Creating JIRA tickets through REST API calls

I’m trying to figure out if there’s a way to add new tickets to JIRA using their REST API. I’ve been looking through the docs but can’t seem to find clear info about using POST requests for creating issues. I’m pretty sure this should be doable somehow.

I’m working on automating our bug reporting process and need to create tickets programmatically. Has anyone successfully done this before? I’d really appreciate if someone could share a working example using curl or any other HTTP client.

Right now I’m stuck because I can’t find the right endpoint or request format. Any help with the proper API call structure would be awesome.

Hit this exact problem last month building our automated incident reporting system. Use /rest/api/3/issue for newer JIRA instances or /rest/api/2/issue for older ones. Here’s what saved me: open browser dev tools and watch the network requests while manually creating a ticket. You’ll see exactly what payload gets sent and can copy that structure for your curl command. Watch out for required fields that aren’t in the docs - some projects have hidden mandatory ones. When you get a 400 error, the response usually tells you what’s missing. Start simple: just project key, issue type, and summary. Get that working first, then add more fields.

for sure! you can use the /rest/api/2/issue endpoint with a POST request. make sure to add auth headers and include your json data like project key, issue type, and summary. once you nail the format, automating it will be smooth sailing!

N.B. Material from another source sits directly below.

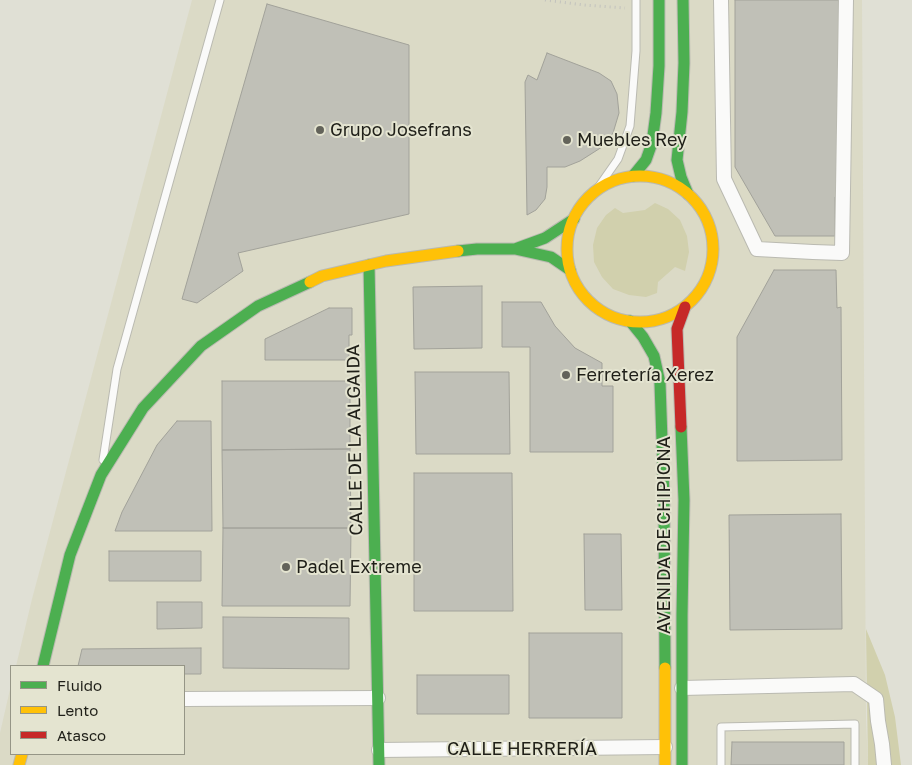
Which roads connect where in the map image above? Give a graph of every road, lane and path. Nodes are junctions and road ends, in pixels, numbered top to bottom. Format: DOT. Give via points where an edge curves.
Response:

Been using JIRA’s REST API for about two years - yeah, this is totally doable. Authentication tripped me up at first though. You’ll need basic auth with your API token or OAuth, depends on your setup. The request body structure matters a lot. At minimum you need project, issuetype, and summary, but some issue types want extra fields. Pro tip: do a GET on an existing issue first to see what field structure your project expects. Heads up on one annoying thing - custom fields have weird names like ‘customfield_10001’ instead of what you see in the UI. If you’re automating with custom fields, hit the field metadata endpoint first to map those names properly.